Required work:
Report every line in the listing that contains the string "Trimble".
[[ Records for this exercise open ]]
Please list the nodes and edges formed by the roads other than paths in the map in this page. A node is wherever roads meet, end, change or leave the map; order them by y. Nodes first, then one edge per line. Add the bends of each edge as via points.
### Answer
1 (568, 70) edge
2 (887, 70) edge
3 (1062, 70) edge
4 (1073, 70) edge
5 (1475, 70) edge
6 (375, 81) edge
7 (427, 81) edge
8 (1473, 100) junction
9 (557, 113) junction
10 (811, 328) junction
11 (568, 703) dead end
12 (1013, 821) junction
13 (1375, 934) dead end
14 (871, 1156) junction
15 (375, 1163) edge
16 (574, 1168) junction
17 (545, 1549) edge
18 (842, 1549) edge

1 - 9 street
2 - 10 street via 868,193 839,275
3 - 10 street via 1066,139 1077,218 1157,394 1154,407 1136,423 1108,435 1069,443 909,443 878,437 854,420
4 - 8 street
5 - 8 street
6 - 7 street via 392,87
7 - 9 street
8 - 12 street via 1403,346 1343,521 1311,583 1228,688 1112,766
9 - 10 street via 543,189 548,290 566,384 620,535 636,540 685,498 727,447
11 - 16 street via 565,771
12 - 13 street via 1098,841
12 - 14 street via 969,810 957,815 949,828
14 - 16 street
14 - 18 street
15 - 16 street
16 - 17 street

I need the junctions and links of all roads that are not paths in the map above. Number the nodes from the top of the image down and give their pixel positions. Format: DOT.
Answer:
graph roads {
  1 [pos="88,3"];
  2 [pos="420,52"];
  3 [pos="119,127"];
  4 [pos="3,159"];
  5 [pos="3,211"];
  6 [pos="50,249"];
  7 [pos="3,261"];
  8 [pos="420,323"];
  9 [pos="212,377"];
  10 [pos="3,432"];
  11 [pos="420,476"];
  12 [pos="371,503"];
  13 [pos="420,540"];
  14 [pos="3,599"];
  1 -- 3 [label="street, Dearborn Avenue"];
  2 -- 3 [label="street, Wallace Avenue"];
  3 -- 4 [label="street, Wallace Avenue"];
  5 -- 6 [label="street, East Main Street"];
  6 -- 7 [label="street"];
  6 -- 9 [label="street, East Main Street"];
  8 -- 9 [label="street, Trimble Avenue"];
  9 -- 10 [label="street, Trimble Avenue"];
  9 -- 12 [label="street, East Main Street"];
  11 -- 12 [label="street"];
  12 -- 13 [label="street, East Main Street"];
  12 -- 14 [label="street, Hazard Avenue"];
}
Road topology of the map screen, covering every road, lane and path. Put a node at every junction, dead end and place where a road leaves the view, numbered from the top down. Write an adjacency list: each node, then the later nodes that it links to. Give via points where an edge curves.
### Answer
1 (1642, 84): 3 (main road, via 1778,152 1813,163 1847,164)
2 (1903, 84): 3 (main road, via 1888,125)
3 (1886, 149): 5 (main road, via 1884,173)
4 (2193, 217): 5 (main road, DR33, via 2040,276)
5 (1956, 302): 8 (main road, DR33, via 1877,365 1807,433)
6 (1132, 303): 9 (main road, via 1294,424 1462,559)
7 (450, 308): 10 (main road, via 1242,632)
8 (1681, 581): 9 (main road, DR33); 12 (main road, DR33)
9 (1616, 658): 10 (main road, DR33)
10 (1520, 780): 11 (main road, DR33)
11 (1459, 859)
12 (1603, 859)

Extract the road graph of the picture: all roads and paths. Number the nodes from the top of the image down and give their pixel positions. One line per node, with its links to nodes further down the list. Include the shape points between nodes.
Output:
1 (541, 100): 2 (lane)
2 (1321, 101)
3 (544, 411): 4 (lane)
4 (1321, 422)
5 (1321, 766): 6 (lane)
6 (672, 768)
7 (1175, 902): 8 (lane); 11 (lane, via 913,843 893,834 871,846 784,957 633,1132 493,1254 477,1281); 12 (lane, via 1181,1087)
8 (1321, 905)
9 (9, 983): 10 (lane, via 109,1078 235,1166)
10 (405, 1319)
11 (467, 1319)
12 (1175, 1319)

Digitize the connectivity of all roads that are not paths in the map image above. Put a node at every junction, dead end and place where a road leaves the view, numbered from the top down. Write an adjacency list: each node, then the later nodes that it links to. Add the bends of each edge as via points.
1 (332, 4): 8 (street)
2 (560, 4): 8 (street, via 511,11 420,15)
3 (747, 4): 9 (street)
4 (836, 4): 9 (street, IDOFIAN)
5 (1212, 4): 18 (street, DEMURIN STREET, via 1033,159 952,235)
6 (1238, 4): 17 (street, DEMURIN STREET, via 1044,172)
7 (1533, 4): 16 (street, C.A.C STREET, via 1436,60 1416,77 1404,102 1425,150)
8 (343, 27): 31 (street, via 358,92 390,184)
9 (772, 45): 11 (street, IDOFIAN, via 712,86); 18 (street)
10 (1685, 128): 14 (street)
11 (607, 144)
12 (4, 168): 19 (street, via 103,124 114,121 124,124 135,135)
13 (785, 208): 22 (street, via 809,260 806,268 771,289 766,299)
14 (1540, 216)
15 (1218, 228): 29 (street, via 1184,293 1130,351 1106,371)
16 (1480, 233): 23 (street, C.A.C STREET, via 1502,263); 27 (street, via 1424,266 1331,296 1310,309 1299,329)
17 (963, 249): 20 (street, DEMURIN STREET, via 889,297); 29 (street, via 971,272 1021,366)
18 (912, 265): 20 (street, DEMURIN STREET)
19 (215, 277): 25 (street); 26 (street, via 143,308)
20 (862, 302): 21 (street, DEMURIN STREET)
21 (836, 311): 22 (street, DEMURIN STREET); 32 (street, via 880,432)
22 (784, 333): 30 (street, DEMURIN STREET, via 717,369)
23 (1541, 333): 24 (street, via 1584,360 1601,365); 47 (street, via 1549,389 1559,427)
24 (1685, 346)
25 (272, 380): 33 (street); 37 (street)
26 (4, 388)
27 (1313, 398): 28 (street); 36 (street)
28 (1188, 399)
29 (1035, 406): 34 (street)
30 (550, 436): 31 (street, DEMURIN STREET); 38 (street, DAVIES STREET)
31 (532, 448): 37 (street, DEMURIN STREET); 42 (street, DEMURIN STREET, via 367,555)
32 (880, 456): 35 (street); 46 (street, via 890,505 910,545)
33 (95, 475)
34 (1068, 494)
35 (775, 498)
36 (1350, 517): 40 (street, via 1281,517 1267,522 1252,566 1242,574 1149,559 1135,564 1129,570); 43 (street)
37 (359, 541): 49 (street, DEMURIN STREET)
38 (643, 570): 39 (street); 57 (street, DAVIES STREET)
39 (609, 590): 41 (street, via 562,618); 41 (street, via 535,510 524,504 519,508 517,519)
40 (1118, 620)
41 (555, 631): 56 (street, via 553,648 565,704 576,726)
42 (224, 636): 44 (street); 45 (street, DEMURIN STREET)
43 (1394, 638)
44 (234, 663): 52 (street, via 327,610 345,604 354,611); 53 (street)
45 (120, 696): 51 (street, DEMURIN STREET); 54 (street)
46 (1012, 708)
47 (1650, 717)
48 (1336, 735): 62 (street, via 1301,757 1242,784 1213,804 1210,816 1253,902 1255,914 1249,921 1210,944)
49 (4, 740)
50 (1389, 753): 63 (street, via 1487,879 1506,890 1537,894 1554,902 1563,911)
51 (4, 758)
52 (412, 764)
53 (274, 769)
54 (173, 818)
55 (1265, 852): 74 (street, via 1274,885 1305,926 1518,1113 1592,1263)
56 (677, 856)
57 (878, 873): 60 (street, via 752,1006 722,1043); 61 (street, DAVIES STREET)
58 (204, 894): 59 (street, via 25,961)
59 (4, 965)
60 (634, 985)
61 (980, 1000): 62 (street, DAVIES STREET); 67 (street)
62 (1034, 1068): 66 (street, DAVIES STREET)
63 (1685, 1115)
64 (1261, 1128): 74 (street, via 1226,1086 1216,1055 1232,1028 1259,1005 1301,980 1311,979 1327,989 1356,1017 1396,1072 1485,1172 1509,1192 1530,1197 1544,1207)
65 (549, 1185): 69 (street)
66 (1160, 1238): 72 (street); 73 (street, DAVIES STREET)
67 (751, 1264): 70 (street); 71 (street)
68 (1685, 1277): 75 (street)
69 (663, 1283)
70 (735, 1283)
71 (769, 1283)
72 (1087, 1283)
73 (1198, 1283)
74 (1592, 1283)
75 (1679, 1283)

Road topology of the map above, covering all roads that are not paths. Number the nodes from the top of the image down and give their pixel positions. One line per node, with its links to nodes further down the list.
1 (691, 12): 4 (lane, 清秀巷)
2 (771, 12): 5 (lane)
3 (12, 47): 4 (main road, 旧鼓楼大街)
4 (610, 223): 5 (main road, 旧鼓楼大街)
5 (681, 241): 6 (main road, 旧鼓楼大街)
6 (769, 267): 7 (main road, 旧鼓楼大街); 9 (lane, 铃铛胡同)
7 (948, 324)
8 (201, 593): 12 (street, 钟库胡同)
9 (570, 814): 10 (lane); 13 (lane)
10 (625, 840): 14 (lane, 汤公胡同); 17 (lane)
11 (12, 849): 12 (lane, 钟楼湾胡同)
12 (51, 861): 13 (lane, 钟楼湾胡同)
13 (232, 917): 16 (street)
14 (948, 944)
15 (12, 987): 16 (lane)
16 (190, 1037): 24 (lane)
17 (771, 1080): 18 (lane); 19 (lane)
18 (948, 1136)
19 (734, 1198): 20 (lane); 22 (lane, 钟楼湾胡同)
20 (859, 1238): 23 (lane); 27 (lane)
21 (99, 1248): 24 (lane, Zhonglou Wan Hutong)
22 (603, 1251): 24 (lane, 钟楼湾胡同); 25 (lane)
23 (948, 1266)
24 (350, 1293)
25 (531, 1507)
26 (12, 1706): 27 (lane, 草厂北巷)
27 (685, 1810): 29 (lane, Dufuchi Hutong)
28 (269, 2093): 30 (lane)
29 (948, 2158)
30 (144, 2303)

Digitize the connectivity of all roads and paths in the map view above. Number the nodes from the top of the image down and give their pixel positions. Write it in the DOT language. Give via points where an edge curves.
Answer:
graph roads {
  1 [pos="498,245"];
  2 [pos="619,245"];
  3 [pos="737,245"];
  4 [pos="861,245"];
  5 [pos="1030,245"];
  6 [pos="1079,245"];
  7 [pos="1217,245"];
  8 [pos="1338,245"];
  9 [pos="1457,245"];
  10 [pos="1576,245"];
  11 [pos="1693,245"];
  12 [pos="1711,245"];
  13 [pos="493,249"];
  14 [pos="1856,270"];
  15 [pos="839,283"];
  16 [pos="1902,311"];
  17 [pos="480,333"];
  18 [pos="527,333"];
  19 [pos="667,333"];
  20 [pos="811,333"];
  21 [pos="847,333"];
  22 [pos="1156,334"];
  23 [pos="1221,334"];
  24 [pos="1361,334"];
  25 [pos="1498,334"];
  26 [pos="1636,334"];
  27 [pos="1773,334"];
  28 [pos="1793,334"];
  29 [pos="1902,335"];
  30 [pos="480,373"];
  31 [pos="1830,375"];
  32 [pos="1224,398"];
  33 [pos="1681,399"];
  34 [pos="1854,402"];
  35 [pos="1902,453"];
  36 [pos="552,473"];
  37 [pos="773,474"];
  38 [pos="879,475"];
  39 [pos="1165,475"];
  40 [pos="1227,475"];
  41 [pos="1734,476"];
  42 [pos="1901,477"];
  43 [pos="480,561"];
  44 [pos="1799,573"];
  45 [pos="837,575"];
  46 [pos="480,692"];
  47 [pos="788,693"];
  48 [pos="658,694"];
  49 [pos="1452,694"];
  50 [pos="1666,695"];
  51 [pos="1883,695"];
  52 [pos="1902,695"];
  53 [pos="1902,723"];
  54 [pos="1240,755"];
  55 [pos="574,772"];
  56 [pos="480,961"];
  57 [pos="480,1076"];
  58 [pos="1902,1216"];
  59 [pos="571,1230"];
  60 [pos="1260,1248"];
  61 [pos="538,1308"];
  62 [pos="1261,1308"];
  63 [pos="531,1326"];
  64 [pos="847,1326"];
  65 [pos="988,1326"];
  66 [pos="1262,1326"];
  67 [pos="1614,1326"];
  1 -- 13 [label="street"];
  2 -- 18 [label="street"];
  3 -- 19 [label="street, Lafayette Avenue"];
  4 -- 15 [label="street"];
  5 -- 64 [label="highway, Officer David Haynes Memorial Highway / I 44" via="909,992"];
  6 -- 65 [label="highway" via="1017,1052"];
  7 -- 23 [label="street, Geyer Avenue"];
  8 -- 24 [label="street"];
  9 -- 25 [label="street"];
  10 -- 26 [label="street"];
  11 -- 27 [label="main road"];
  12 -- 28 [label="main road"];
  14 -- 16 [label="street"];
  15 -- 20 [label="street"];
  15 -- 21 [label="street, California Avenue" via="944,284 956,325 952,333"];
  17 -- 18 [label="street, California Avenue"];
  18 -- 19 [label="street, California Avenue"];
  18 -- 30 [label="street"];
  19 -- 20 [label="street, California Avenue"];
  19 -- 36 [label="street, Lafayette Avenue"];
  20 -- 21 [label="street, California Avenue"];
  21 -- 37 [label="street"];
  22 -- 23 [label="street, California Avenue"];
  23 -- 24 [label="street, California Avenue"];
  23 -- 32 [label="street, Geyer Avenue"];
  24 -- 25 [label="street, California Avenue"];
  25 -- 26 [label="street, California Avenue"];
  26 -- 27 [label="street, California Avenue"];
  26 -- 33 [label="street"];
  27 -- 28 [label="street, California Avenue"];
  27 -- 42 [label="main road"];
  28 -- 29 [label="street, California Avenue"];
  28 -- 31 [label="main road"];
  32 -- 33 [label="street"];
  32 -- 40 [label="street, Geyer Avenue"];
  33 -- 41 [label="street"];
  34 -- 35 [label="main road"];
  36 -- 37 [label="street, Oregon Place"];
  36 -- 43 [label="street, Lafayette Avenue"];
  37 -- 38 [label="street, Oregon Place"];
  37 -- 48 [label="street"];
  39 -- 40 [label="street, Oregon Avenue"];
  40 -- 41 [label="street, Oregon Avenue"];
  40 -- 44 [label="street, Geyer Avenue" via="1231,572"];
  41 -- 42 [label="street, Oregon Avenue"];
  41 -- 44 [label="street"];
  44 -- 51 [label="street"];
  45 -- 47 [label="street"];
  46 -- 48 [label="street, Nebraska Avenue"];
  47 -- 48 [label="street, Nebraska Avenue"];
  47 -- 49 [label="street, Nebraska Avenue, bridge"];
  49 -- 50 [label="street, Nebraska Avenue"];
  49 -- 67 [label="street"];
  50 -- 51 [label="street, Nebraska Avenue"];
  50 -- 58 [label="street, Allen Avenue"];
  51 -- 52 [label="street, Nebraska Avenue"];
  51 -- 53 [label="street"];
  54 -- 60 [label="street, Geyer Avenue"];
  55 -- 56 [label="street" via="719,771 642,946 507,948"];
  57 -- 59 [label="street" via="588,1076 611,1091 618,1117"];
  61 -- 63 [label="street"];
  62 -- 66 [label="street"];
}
[[ Records for this exercise closed ]]
Response area:
  8 -- 9 [label="street, Trimble Avenue"];
  9 -- 10 [label="street, Trimble Avenue"];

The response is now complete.